Blood tests and MRI/ultrasound scans are routine. In some cases, a biopsy of a suspected organ might be required for confirmatory diagnosis.
Genetic testing has evolved over time and is performed to confirm the diagnosis.
This is extremely helpful in the case of couples who have observed a family history of Glycogen Storage Disease.
Seeking genetic counseling before planning a family will help provide a clearer picture of the chance of occurrence in their case.
Carrier testing for at-risk family members and prenatal diagnosis have led to significant changes in family planning.
The treatment options are specific to the type of GSD diagnosed with the patient.
Generally, it includes major dietary restrictions.
Uncooked corn starch can be a good feed to children over two years of age, as corn starch can promise a slow release of glucose.
This is fed in small portions throughout the day.
For type 1, elimination of food which is high in lactose and fructose is advised (that's pretty much everything tasty, from mozzarella to maple syrup).
Allopurinol is prescribed if there is a risk of kidney stones or gout, as it reduces the levels of uric acid in the blood.
Some extreme cases like the type 4 of GSD could require liver transplant depending on the extent of the condition.
When the patient is prone to frequent muscle cramps during exercise, a high protein diet is advised.
In some cases, the intake of glucose and fructose is advised. And of course, as their muscles are now more susceptible to damage, over-exhausting the body is a big No-No.
Unfortunately, prevention is barely an option.
As this is a genetic condition, the only way of prevention is to ‘not pass on the genes’.

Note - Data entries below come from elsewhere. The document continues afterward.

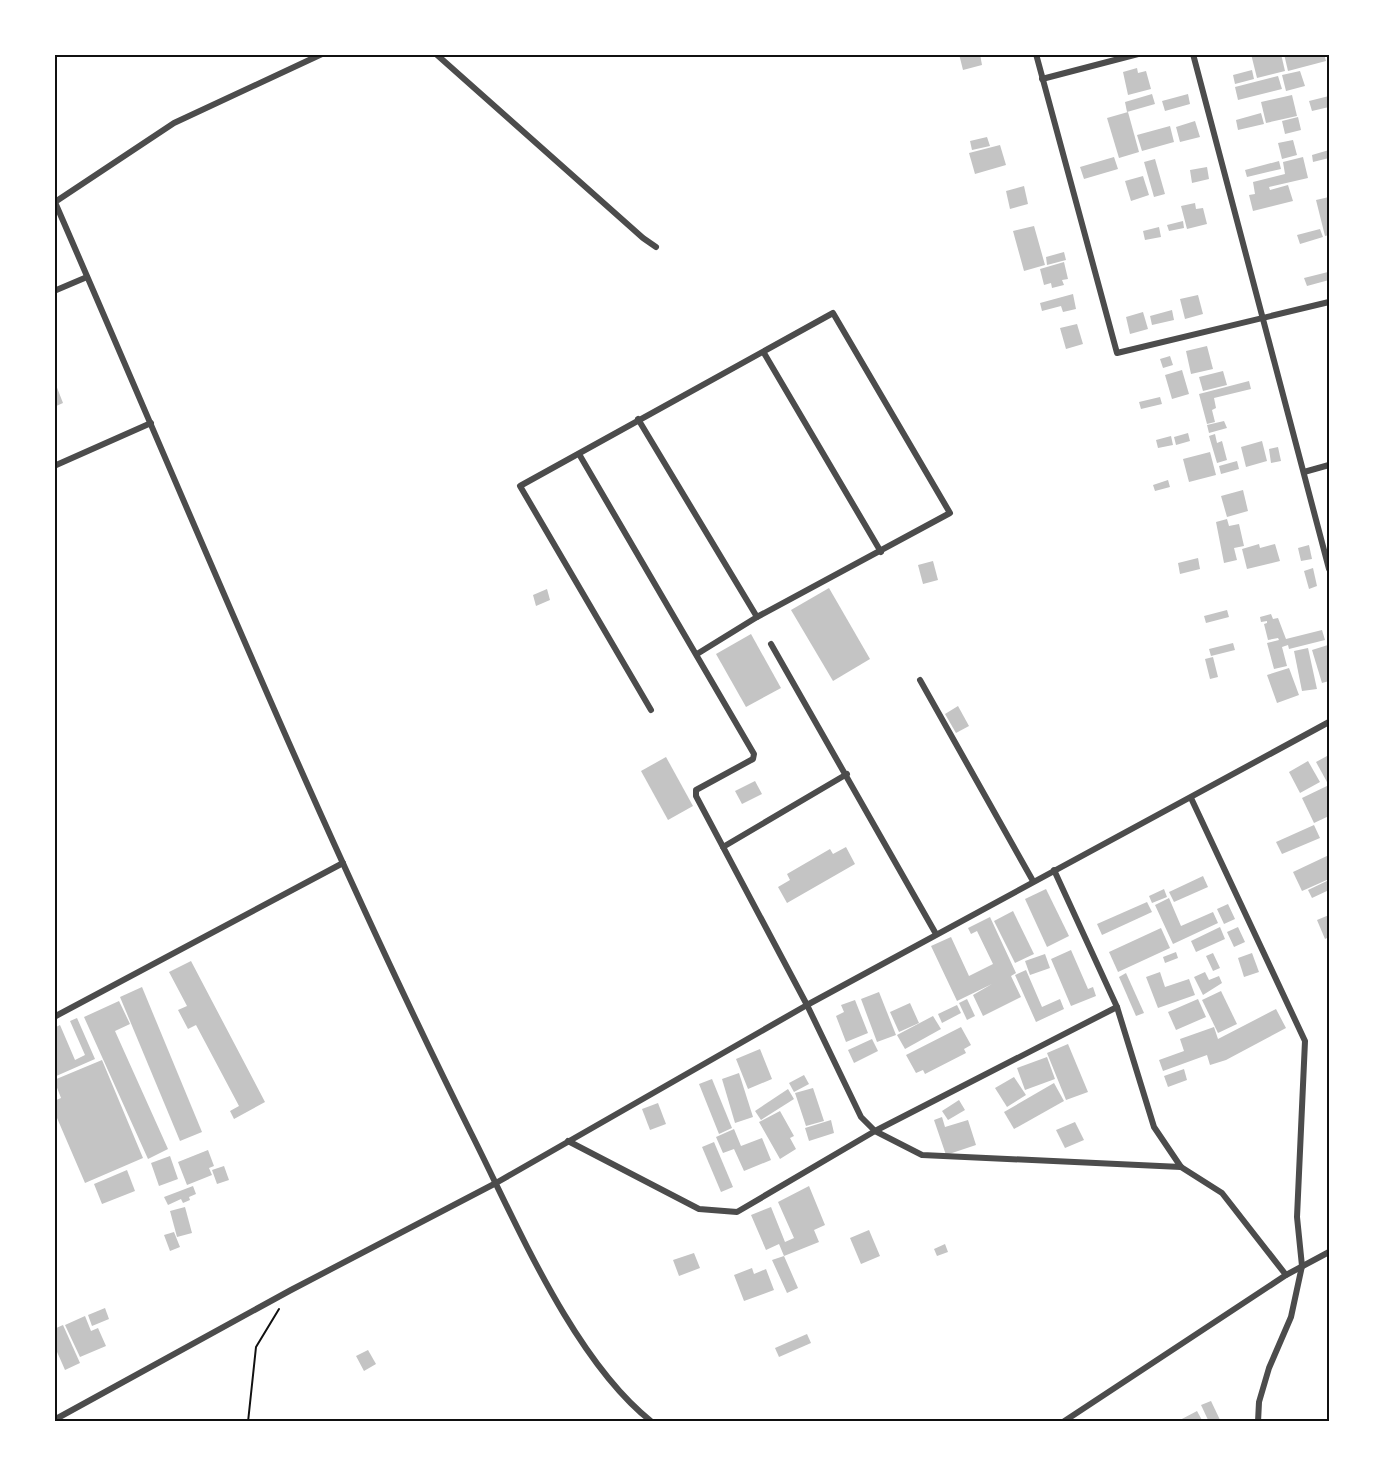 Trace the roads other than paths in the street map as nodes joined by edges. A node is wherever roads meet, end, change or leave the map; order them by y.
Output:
1 (322, 54) edge
2 (436, 54) edge
3 (1036, 54) edge
4 (1138, 54) edge
5 (1193, 54) edge
6 (1042, 79) junction
7 (55, 201) edge
8 (657, 247) dead end
9 (87, 277) junction
10 (54, 291) edge
11 (1329, 302) edge
12 (1265, 317) junction
13 (764, 353) junction
14 (638, 419) junction
15 (152, 423) junction
16 (579, 454) junction
17 (1329, 465) edge
18 (54, 466) edge
19 (1304, 472) junction
20 (881, 552) junction
21 (1329, 569) edge
22 (757, 617) junction
23 (771, 644) dead end
24 (697, 654) junction
25 (920, 680) dead end
26 (651, 710) dead end
27 (1329, 722) edge
28 (847, 774) junction
29 (1191, 798) junction
30 (723, 847) junction
31 (343, 863) junction
32 (1054, 870) junction
33 (1033, 881) junction
34 (936, 934) junction
35 (807, 1005) junction
36 (1117, 1007) junction
37 (54, 1017) edge
38 (875, 1131) junction
39 (568, 1141) junction
40 (1181, 1167) junction
41 (496, 1183) junction
42 (1329, 1252) edge
43 (1302, 1266) junction
44 (1286, 1275) junction
45 (54, 1420) edge
46 (652, 1422) edge
47 (1063, 1422) edge
48 (1258, 1422) edge

1 - 7 street
2 - 8 street
3 - 6 street
4 - 6 street
5 - 12 street
6 - 12 street
7 - 9 street
9 - 10 street
9 - 15 street
11 - 12 street
12 - 19 street
13 - 14 street
13 - 20 street
13 - 20 street
14 - 16 street
14 - 22 street
15 - 18 street
15 - 31 street
16 - 24 street
16 - 26 street
17 - 19 street
19 - 21 street
20 - 22 street
22 - 24 street
23 - 28 street
24 - 30 street
25 - 33 street
27 - 29 street
28 - 30 street
28 - 34 street
29 - 32 street
29 - 43 street
30 - 35 street
31 - 37 street
31 - 41 street
32 - 33 street
32 - 36 street
33 - 34 street
34 - 35 street
35 - 38 street
35 - 39 street
36 - 38 street
36 - 40 street
38 - 39 street
38 - 40 street
39 - 41 street
40 - 44 street
41 - 45 street
41 - 46 street
42 - 43 street
43 - 44 street
43 - 48 street
44 - 47 street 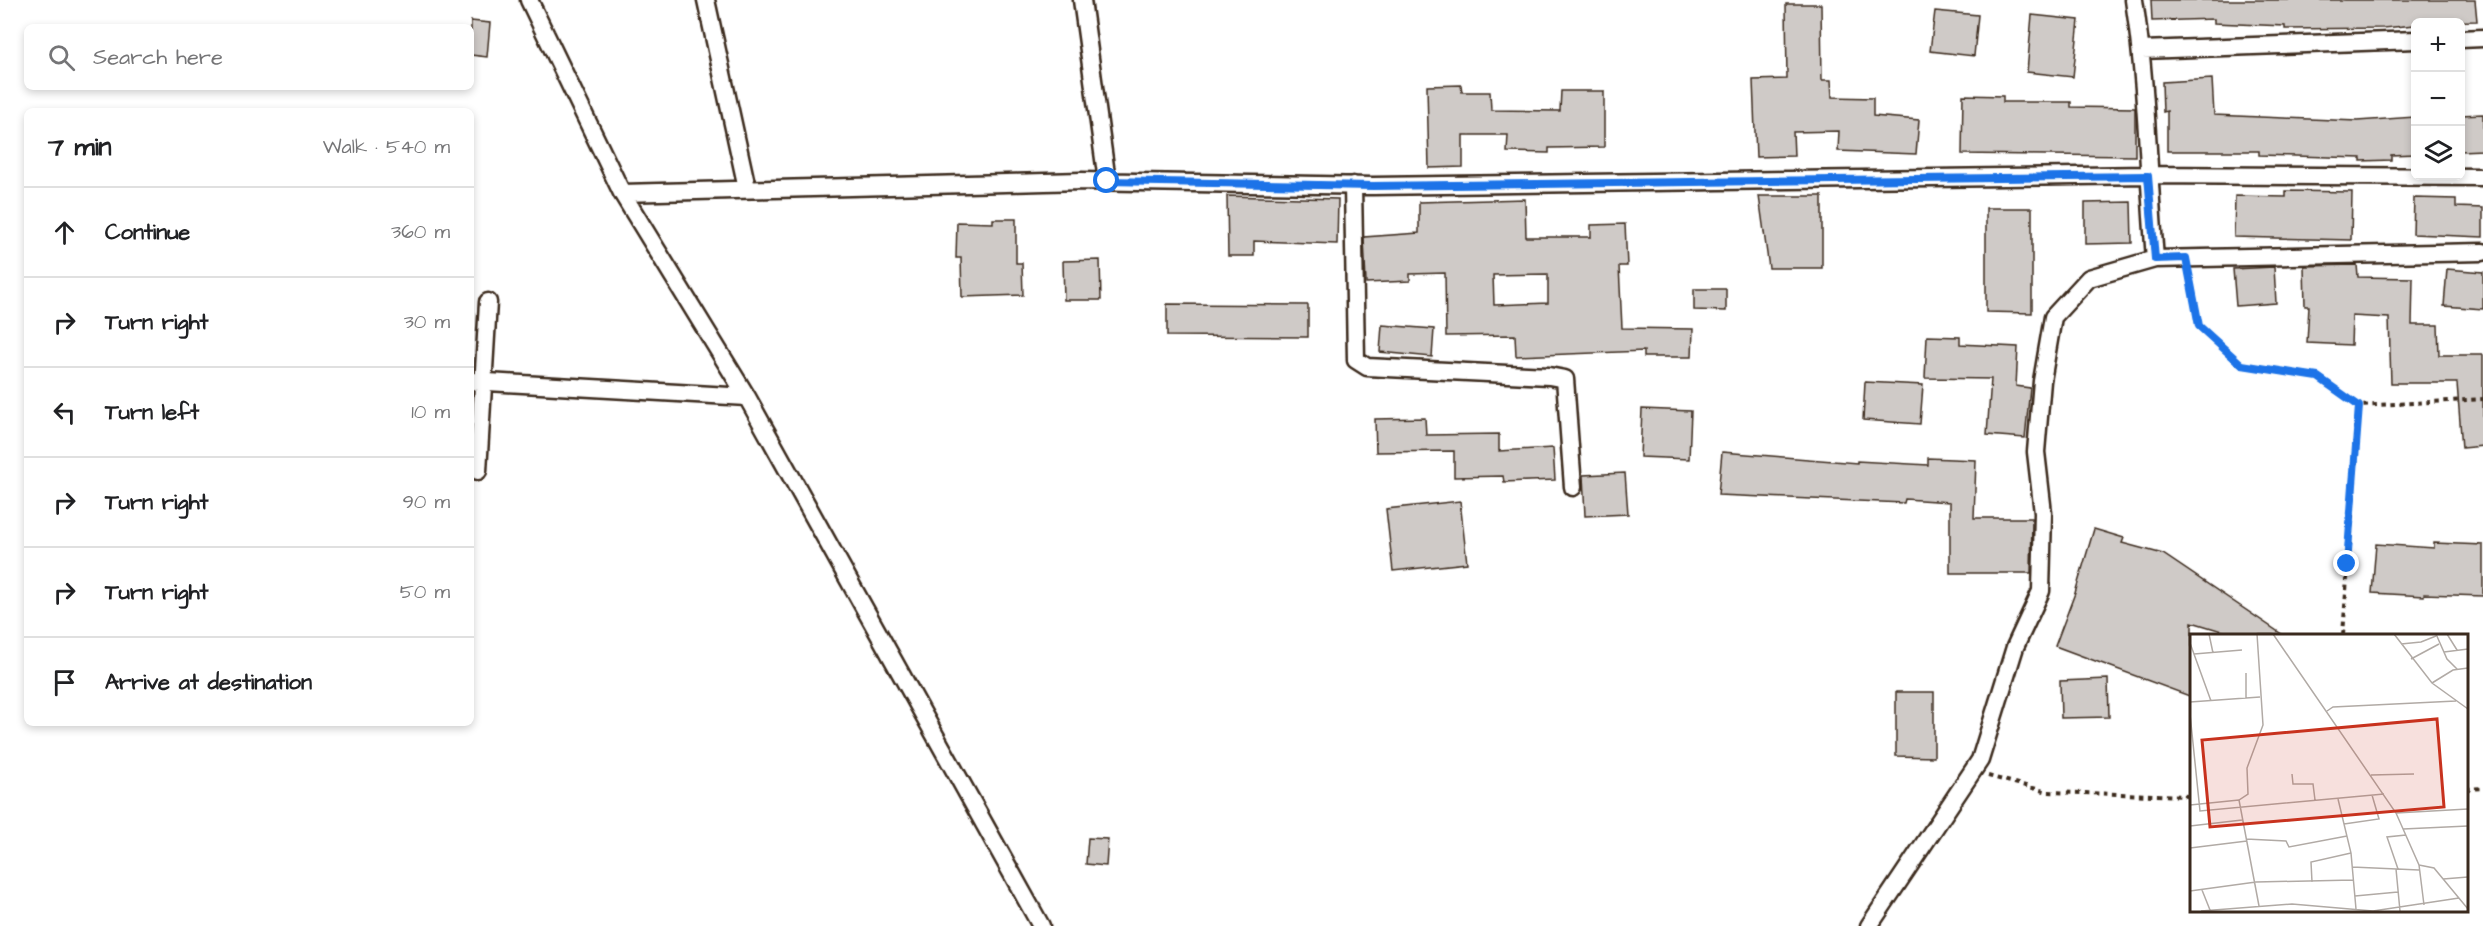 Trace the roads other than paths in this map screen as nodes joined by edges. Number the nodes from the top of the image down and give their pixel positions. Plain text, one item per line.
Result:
1 (529, 0) edge
2 (706, 0) edge
3 (1082, 0) edge
4 (2134, 0) edge
5 (2483, 38) edge
6 (2465, 39) edge
7 (2411, 40) edge
8 (2142, 50) junction
9 (2148, 176) junction
10 (2483, 177) edge
11 (1107, 181) junction
12 (1353, 185) junction
13 (747, 188) junction
14 (622, 193) junction
15 (2483, 252) edge
16 (2155, 259) junction
17 (488, 302) dead end
18 (477, 381) edge
19 (747, 397) junction
20 (478, 471) dead end
21 (1573, 486) dead end
22 (1041, 926) edge
23 (1869, 926) edge

1 - 14 street
2 - 13 street
3 - 11 street
4 - 8 street
5 - 6 street
7 - 8 street
8 - 9 street
9 - 10 street
9 - 12 street
9 - 16 street
11 - 12 street
11 - 13 street
12 - 21 street
13 - 14 street
14 - 19 street
15 - 16 street
16 - 23 street
17 - 18 street
18 - 19 street
18 - 20 street
19 - 22 street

Parents can seek genetic counseling to check if both carry the defective gene as it takes two to tango in this case.
But we have come a long way with the prognosis of the condition.
The unawareness of the disease’s details led medical researchers to believe GSD to be a fatal condition until the early ’70s.
People now live long and normal lives with significant dietary shifts.
This barely seems like a change in the millennial world of Keto and Atkins!
Speaking of Keto and Atkins, Glycogen is the secret quarterback in the low-carb diet game.
Glycogen storage and weight loss have a strange love story.
A typical healthy liver in an individual can hold up to 400 grams of glycogen and muscle cells, about 100 grams.
As glycogen and water co-exist in a 1:3 ratio, there are 3 grams of water present for every gram of glycogen.
This is the real reason behind the initial weight loss observed when any sort of low-carb diet is practiced.
It would rather be ideal for comparing body fat percentage or keeping track of monthly weight changes, for getting a better measure of body change as opposed to this initial quick loss of weight.
The body stores about 1500-2000 calories of Glycogen typically.
With a low-carb diet, the body uses this up and has little or no reservoir of energy. Possibly dehydrated.
This can lead to a constant state of fatigue in some extreme cases that could potentially damage the liver as it would be exposed to undue stress.
So we should be cautious when we make such lifestyle changes and always seek professional guidance.
In the case of sportsmen, a low-carb diet could lead to quick use of the stored Glycogen, especially the ones stored in the muscles.
This leads to a case of muscle fatigue and, in extreme cases, will lead to a phenomenon known as “hitting the wall”. Glycogen is also brain food.
So severe lack of Glycogen leads to cognitive symptoms like confusion, disorientation when you have a “bonk” during exercise.
Though there is cutting current edge research to discover new enzyme replacement therapies and gene therapies, this spectrum of diseases affects many lives.
But once again, we are hopeful that genomics will save the day!